I am trying to load some GBs of data stored locally in 6 txt files inside some tables in a dockerized local Dynamodb instance using Python3 and the boto3 library.
The problem is the process speed, the estimated time for loading a single file's data (~10M lines) is of 19 Hours. I used a profiler to find the bottleneck in the code and the majority of the computational time is taken by the boto3 function storing the items in the database.

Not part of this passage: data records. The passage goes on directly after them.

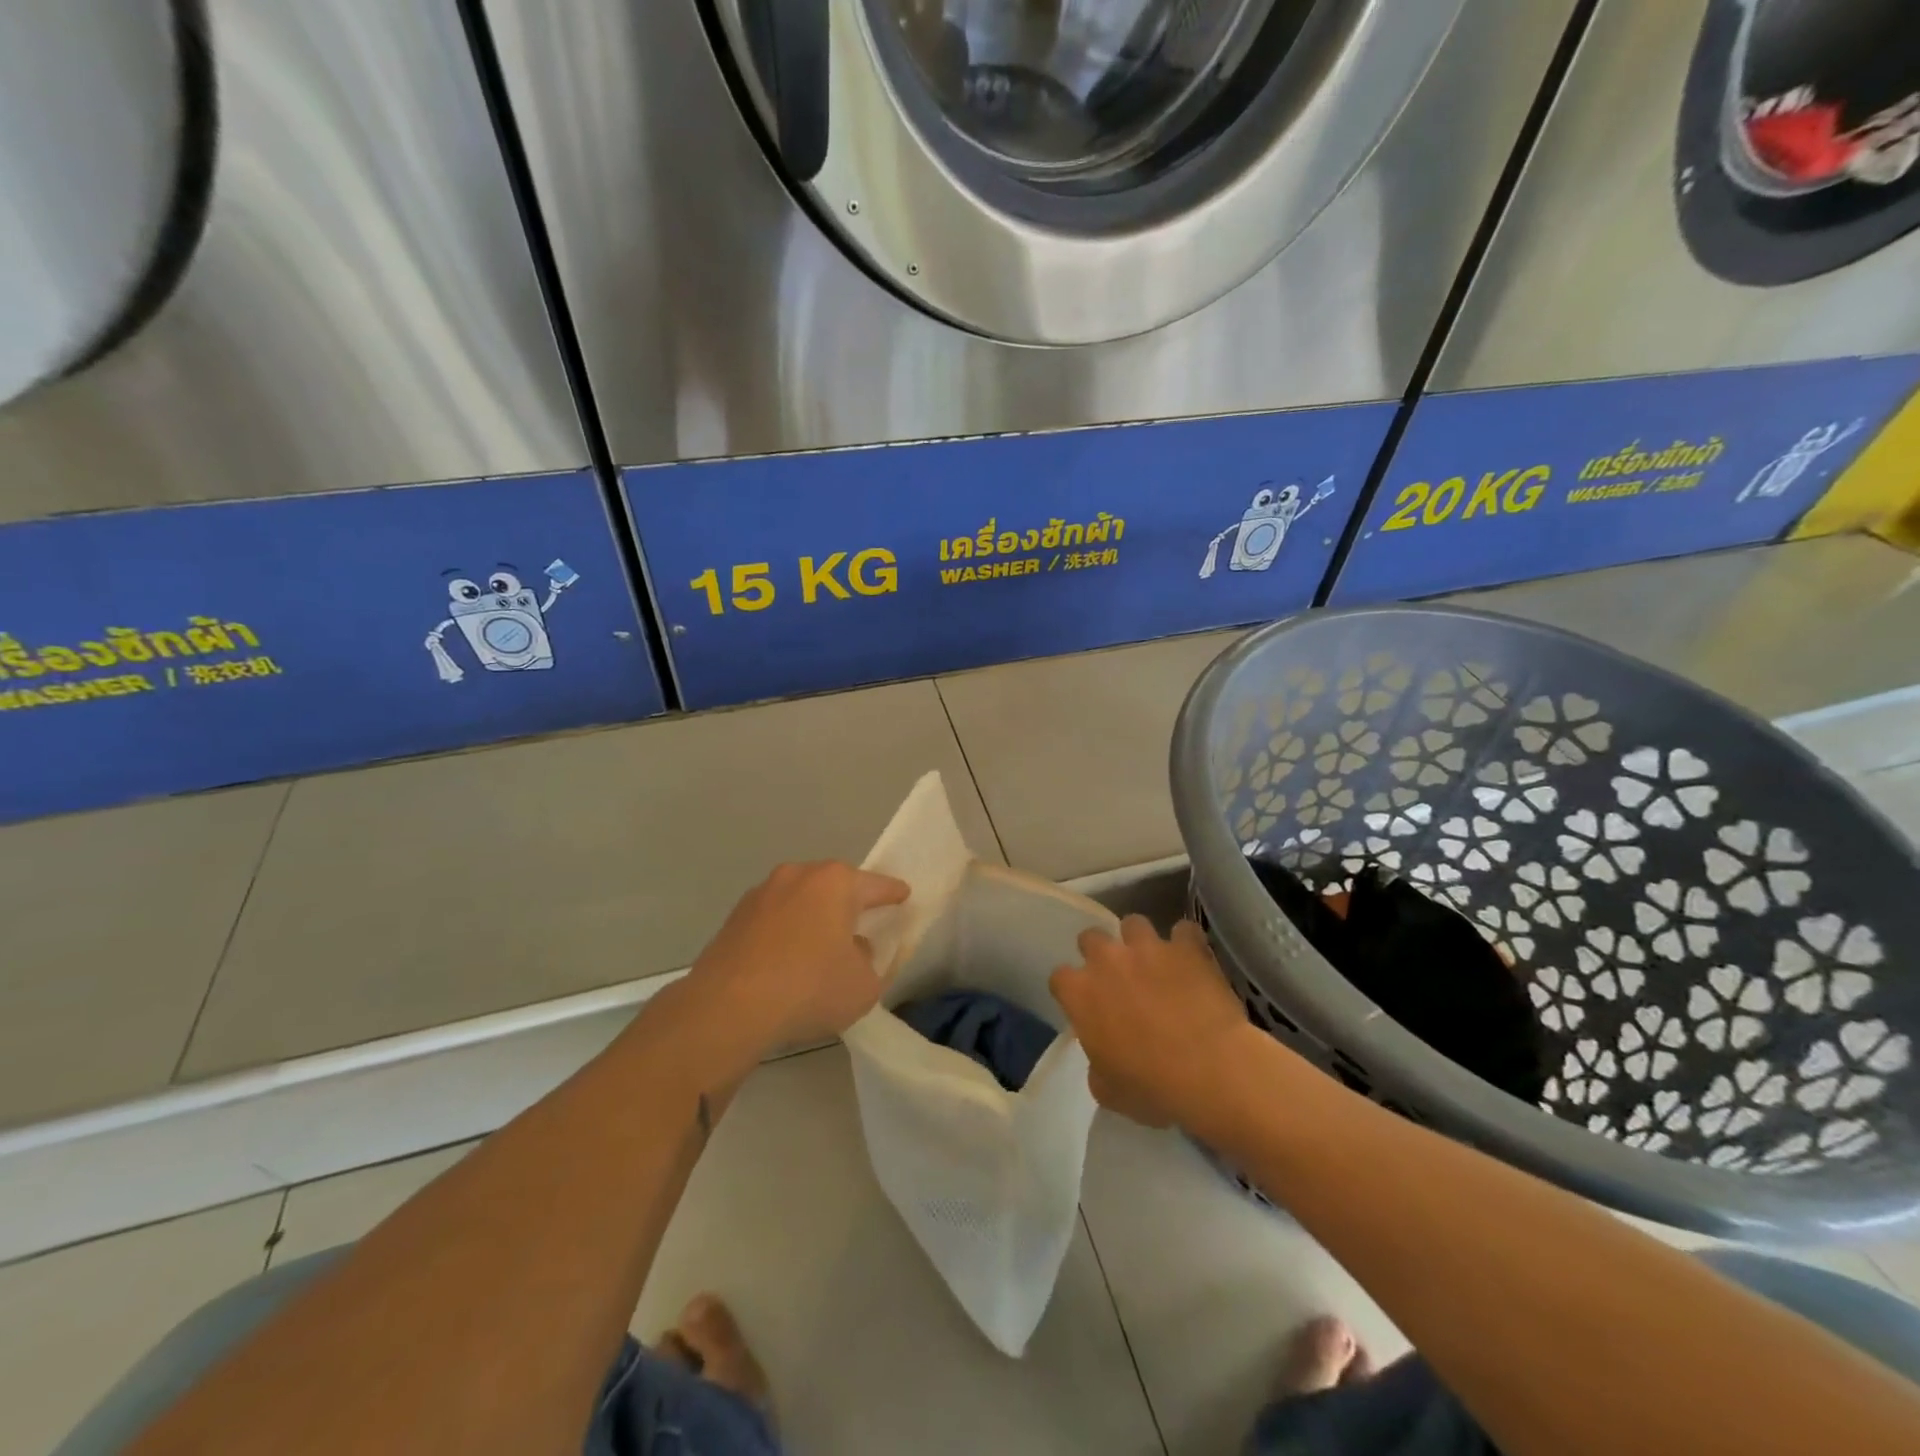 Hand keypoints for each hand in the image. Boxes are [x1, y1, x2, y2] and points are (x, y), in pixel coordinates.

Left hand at [688, 861, 909, 1054]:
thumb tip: (853, 949)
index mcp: (835, 882)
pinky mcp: (734, 918)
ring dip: (812, 918)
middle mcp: (798, 876)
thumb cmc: (809, 988)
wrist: (728, 1008)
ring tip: (819, 947)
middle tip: (860, 923)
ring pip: (799, 900)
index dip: (892, 892)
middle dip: (848, 902)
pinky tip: (785, 962)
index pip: (875, 885)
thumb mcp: (863, 985)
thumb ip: (869, 962)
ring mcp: (761, 894)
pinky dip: (784, 934)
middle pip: (833, 885)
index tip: (903, 895)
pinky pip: (773, 920)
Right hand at [1050, 917, 1249, 1129]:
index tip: (1085, 1005)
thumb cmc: (1152, 1087)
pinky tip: (1194, 960)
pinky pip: (1184, 931)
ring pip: (1134, 924)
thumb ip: (1096, 1062)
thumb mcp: (1107, 1089)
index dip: (1072, 990)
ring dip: (1141, 942)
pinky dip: (1187, 943)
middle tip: (1118, 978)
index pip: (1059, 978)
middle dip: (1101, 953)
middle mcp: (1107, 960)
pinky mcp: (1186, 947)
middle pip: (1091, 938)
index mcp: (1080, 994)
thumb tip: (1103, 1055)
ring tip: (1156, 963)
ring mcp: (1148, 948)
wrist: (1210, 1071)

def add_batch(self, items, table):
request = {
table: []
}
if type(items) is not list:
print(f'\nError while loading item\'s batch, expecting a <list> but got {type(items)}')
return None
for item in items:
request[table].append(
{
'PutRequest': {
'Item': item
}
}
)
while request:
response = self._client.batch_write_item(RequestItems=request) # by far the slowest call
if response['UnprocessedItems']:
request = response['UnprocessedItems']
print('unprocessed items: ', request)
else:
request = None
return 0
The batch size is of 25 items, the throughput for the table is 100 (tried a lot of values with little results).
Understandably, I was getting better results when the container was run with the InMemory option set to True. I had to change it because I can't possibly wait hours every time I restart the container waiting for it to load the data.
At the moment I start the container with this simple command:
docker run -p 8000:8000 amazon/dynamodb-local -jar DynamoDBLocal.jar
I tried with some parallelization but the boto3 library doesn't seem to like it since it keeps raising exceptions.
DynamoDB.local is not designed at all for performance. It is merely meant to be for offline functional development and testing before deploying to production in the actual DynamoDB service.